» The data:
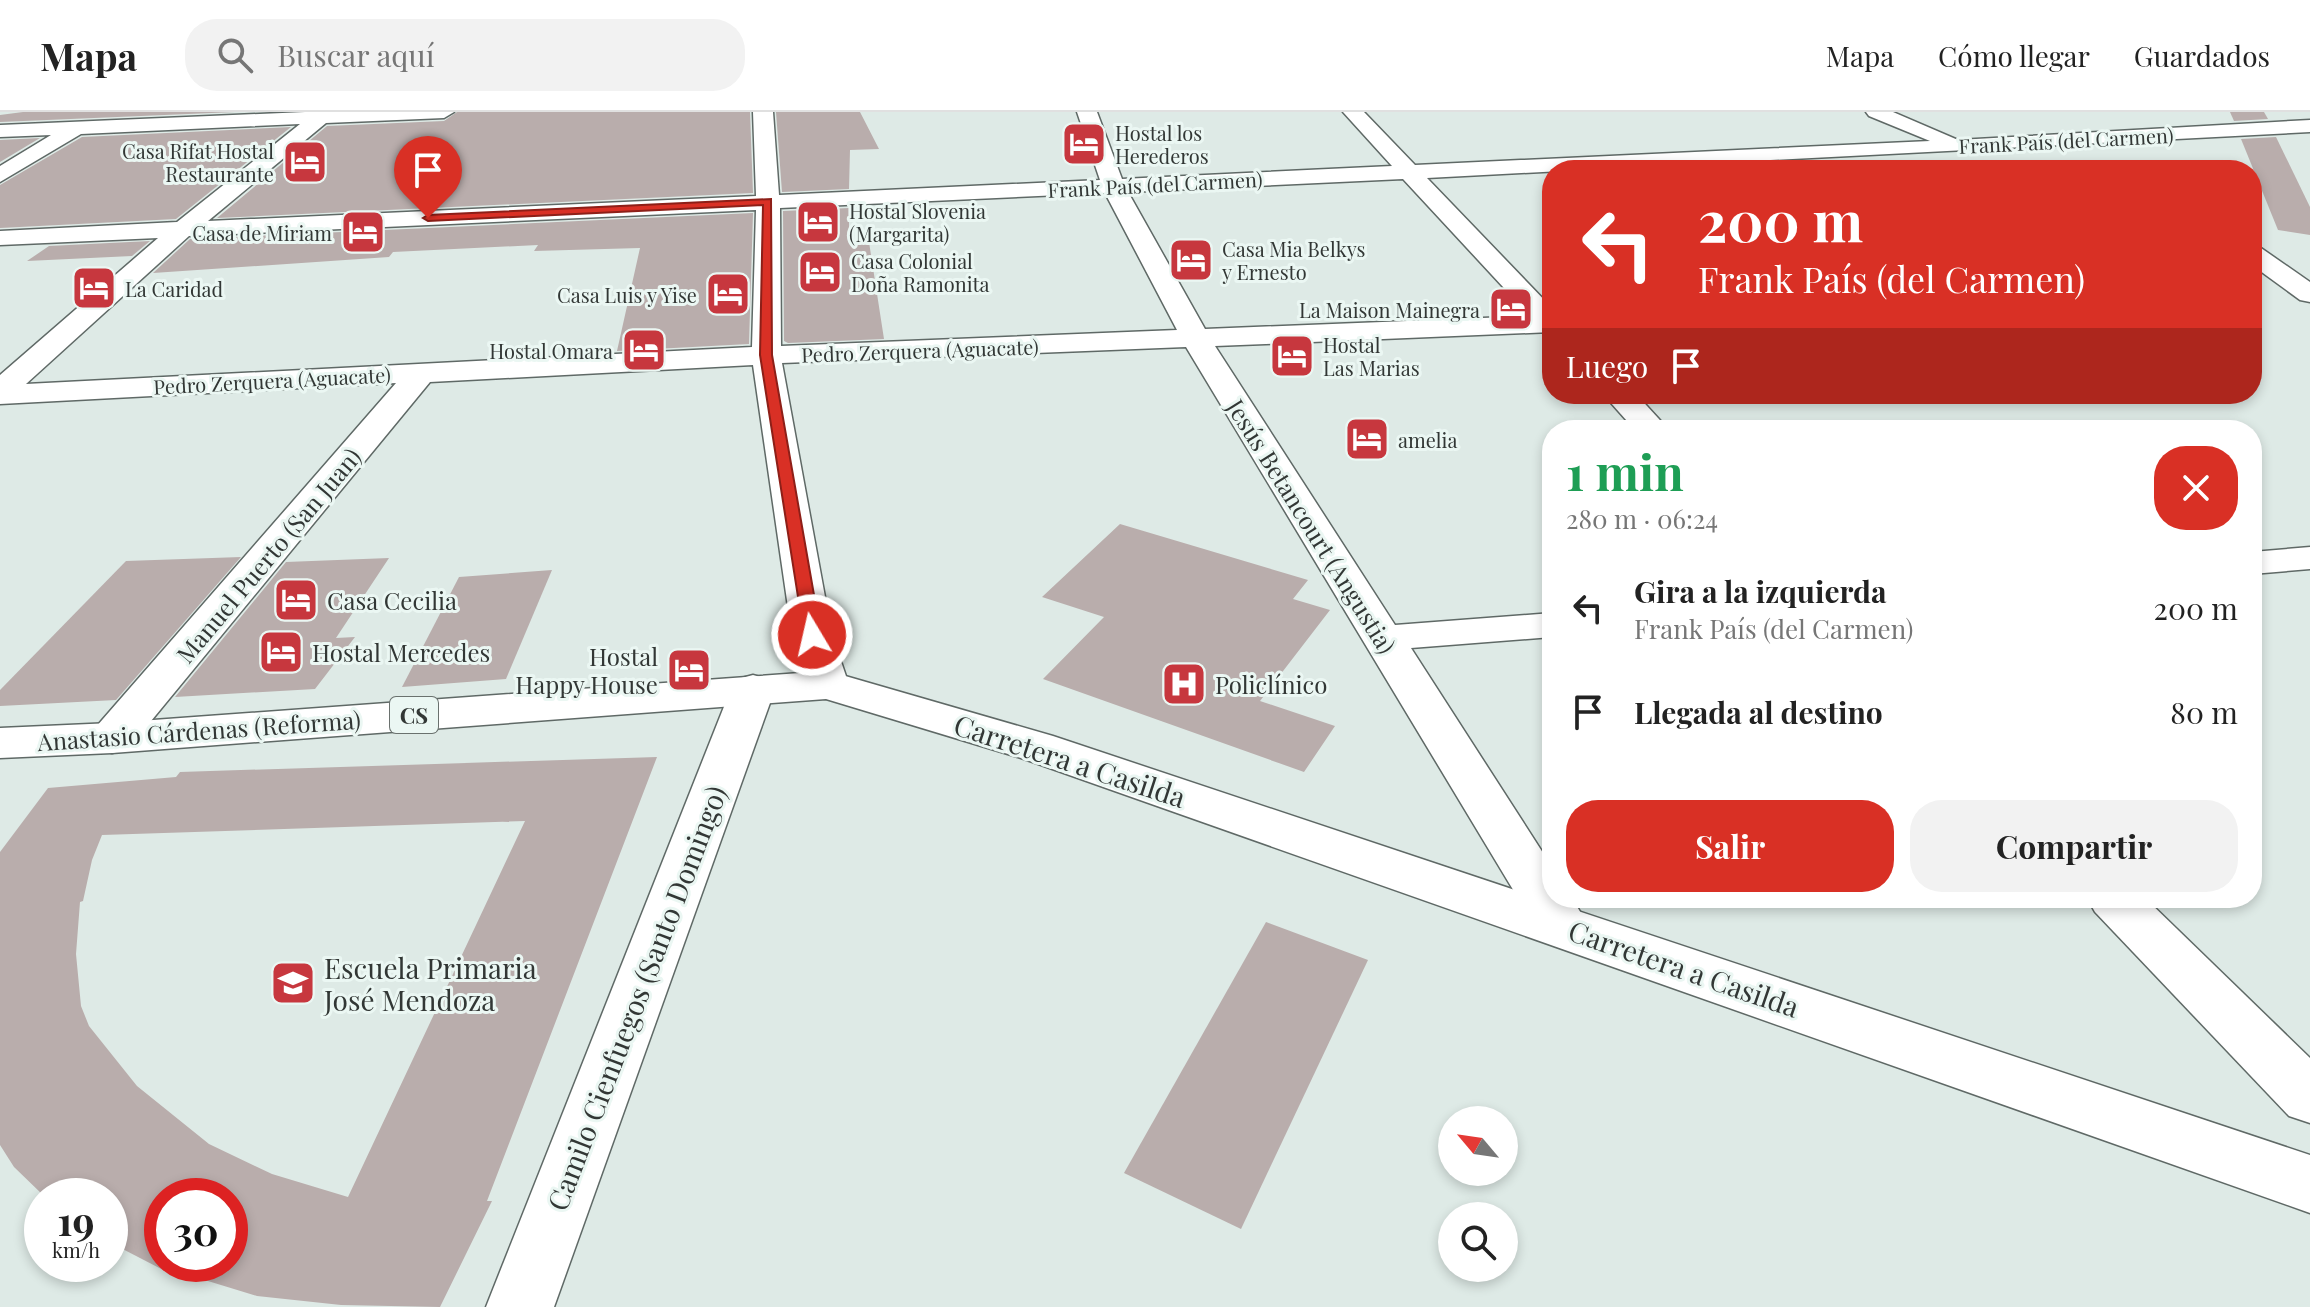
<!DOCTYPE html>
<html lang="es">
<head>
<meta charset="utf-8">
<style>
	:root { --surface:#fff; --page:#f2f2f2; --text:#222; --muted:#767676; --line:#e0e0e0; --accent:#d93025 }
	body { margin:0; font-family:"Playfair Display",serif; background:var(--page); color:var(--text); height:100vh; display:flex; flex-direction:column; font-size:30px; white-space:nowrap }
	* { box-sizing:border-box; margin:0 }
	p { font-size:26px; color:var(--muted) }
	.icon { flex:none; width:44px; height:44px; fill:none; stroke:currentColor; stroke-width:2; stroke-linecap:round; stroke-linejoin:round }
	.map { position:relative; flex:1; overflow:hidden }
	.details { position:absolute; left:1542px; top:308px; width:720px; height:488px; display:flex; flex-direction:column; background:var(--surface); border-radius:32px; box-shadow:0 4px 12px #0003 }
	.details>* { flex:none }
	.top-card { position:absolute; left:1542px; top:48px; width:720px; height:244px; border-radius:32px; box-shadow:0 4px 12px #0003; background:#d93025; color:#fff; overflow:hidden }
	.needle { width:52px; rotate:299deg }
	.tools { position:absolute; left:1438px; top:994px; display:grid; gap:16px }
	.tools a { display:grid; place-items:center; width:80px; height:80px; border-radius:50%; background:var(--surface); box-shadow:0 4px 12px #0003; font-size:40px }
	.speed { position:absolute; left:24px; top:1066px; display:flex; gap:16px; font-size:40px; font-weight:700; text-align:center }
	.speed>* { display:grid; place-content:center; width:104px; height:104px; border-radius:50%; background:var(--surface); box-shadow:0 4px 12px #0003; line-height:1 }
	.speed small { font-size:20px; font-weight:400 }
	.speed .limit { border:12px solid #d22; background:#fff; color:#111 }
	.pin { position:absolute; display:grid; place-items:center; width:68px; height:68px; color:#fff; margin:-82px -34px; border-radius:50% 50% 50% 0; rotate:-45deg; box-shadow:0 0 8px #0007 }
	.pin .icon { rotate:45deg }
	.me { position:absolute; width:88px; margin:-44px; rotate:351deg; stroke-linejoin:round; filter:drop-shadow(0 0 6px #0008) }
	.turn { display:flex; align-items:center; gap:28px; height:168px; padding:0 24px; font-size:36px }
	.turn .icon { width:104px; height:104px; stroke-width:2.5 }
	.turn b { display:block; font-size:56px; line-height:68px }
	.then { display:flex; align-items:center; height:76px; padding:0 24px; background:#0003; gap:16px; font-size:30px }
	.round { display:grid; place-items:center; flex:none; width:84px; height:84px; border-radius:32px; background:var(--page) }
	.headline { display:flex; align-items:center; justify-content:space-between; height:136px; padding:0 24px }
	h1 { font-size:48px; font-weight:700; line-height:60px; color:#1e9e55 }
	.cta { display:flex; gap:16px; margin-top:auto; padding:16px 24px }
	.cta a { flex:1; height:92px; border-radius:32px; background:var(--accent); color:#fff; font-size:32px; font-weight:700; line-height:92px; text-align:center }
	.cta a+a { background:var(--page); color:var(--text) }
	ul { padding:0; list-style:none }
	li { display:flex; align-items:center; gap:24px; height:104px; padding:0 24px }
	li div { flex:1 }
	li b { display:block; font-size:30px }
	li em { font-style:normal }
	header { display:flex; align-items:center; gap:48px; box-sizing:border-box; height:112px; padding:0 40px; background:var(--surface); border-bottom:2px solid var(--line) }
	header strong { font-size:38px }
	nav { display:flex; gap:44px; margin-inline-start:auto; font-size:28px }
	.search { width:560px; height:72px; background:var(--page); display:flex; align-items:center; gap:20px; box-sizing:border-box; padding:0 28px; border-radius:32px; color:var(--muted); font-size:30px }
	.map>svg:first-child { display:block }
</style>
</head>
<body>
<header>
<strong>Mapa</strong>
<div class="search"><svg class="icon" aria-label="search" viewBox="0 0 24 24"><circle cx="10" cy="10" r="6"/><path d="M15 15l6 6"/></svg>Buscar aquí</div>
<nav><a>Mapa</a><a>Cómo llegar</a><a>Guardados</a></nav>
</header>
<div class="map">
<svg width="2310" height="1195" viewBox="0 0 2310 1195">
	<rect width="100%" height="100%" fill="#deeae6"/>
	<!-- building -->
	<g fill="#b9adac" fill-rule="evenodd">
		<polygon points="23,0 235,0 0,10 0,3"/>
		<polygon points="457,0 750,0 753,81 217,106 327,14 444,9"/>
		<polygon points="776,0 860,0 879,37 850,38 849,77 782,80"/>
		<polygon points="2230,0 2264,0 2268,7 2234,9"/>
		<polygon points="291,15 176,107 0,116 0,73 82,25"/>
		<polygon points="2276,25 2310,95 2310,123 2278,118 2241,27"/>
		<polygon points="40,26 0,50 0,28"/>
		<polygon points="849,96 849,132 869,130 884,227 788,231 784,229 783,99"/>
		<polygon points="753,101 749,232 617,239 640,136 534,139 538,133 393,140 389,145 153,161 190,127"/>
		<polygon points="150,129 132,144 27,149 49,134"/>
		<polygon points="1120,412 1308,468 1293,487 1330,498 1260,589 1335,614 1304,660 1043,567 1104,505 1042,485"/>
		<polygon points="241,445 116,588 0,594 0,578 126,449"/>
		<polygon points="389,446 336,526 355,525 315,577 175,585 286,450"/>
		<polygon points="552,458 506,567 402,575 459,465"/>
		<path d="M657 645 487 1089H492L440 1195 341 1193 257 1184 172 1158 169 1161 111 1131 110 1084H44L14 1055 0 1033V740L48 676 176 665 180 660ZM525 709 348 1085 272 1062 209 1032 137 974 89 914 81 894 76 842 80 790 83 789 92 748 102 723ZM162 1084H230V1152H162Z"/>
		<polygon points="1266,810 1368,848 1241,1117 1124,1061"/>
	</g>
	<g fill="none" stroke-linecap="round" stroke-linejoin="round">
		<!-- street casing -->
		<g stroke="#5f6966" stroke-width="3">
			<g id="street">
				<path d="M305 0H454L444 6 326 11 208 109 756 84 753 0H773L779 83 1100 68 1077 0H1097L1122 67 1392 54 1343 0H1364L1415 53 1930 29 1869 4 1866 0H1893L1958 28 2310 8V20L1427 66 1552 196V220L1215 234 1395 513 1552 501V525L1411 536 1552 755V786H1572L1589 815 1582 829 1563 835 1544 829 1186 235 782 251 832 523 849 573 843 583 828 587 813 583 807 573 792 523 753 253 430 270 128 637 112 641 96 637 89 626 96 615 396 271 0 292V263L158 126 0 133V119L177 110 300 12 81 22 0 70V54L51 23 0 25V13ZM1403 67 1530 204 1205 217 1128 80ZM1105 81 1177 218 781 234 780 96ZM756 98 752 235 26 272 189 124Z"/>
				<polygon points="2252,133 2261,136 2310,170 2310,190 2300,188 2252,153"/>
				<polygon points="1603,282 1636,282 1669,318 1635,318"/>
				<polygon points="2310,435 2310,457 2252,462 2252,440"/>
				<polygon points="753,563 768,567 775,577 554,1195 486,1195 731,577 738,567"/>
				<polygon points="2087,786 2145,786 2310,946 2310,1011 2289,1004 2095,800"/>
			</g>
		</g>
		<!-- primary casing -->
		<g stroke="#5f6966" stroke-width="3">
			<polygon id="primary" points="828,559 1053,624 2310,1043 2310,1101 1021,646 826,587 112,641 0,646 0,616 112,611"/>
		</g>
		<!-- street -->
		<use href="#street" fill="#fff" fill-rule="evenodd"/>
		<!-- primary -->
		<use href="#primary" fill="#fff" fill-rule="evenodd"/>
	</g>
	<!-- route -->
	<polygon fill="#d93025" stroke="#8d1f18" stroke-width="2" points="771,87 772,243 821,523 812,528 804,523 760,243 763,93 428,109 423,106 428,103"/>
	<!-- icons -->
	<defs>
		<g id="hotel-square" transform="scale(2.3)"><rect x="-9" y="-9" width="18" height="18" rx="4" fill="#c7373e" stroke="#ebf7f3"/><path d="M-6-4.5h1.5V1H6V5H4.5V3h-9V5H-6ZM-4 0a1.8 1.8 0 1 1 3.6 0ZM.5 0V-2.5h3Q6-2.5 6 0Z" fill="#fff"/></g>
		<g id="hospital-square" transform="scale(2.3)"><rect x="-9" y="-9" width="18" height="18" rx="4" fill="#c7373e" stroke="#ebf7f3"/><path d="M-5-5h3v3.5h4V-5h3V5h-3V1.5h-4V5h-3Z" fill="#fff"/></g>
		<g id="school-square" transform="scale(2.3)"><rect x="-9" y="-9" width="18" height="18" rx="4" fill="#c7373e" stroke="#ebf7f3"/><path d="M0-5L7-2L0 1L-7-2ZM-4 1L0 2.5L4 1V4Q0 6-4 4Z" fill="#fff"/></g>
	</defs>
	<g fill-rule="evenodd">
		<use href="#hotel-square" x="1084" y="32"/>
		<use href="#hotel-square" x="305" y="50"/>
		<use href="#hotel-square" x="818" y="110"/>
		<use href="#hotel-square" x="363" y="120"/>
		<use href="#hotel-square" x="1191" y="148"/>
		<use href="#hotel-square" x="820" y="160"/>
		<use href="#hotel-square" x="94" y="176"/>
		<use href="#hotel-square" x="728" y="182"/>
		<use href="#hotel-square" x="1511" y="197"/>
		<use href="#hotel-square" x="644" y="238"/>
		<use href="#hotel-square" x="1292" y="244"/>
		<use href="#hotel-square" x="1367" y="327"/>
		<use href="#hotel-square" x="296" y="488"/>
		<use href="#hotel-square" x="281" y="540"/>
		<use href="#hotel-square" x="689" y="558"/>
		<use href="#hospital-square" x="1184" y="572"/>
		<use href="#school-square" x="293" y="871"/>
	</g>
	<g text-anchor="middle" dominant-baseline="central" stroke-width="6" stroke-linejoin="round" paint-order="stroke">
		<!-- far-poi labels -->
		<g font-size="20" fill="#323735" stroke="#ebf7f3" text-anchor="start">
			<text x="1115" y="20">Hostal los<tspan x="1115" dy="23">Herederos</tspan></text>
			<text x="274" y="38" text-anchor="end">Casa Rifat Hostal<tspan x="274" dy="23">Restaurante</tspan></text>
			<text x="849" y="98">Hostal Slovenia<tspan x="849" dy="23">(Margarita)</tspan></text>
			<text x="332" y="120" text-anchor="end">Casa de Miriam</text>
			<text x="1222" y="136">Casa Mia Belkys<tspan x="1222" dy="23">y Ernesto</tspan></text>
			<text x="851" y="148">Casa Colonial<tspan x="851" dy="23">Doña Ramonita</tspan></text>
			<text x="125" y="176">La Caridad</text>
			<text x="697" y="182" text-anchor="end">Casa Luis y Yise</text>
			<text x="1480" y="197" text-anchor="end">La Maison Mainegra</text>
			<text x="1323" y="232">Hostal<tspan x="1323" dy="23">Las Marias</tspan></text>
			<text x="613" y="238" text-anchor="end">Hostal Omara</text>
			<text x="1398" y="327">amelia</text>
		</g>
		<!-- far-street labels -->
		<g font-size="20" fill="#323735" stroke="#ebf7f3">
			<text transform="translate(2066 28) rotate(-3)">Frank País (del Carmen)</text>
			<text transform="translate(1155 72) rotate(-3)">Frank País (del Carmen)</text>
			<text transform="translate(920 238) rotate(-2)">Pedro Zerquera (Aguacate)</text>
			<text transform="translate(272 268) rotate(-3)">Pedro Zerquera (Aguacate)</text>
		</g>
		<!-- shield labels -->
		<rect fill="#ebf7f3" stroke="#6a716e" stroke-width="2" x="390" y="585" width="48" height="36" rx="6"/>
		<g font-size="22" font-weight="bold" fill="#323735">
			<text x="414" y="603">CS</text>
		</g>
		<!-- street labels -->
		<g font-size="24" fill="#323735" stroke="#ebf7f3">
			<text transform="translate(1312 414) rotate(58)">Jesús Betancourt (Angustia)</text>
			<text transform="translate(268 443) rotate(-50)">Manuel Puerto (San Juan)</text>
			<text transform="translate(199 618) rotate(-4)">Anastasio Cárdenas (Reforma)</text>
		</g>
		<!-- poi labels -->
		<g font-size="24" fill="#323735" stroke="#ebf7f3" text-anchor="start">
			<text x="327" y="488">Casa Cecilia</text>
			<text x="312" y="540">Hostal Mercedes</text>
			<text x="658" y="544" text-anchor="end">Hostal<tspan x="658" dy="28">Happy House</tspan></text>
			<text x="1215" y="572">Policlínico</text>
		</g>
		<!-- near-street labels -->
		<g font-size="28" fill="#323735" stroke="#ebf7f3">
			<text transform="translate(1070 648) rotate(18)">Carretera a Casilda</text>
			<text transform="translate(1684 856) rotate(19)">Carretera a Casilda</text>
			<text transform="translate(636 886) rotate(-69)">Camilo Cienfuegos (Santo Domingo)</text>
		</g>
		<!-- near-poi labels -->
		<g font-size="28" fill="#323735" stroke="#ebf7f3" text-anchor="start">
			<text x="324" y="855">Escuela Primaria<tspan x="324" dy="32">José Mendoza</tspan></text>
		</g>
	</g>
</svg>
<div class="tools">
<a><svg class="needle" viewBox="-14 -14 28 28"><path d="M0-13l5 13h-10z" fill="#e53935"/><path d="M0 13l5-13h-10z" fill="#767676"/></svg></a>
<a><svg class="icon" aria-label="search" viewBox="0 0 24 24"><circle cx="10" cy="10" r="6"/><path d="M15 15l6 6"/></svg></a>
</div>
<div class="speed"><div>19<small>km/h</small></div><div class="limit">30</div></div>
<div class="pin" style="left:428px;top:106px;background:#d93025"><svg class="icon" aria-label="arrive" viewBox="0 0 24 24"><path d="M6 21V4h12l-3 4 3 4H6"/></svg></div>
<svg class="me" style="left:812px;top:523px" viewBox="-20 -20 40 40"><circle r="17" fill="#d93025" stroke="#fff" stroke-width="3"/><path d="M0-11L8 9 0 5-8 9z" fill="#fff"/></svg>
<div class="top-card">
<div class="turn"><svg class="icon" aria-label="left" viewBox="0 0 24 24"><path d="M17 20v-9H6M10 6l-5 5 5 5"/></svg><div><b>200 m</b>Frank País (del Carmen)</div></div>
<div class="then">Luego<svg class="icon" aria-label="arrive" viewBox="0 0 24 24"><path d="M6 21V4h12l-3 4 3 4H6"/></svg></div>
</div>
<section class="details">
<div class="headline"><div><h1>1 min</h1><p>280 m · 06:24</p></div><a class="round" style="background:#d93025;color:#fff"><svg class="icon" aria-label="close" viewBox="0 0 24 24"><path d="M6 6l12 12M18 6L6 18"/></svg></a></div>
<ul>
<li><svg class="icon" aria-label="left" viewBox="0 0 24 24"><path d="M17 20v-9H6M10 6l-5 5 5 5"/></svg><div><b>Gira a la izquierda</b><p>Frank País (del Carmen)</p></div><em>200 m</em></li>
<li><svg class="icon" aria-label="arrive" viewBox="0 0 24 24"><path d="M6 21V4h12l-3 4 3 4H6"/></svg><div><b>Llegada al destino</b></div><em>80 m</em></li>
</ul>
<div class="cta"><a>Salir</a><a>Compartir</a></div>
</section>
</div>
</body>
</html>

» Task goal: Retype the entries above exactly, but only from the line containing "position:relative; flex:1; overflow:hidden" through the line containing "position:absolute; left:1542px; top:308px;", both included.

» Output:
	.map { position:relative; flex:1; overflow:hidden }
	.details { position:absolute; left:1542px; top:308px; width:720px; height:488px; display:flex; flex-direction:column; background:var(--surface); border-radius:32px; box-shadow:0 4px 12px #0003 }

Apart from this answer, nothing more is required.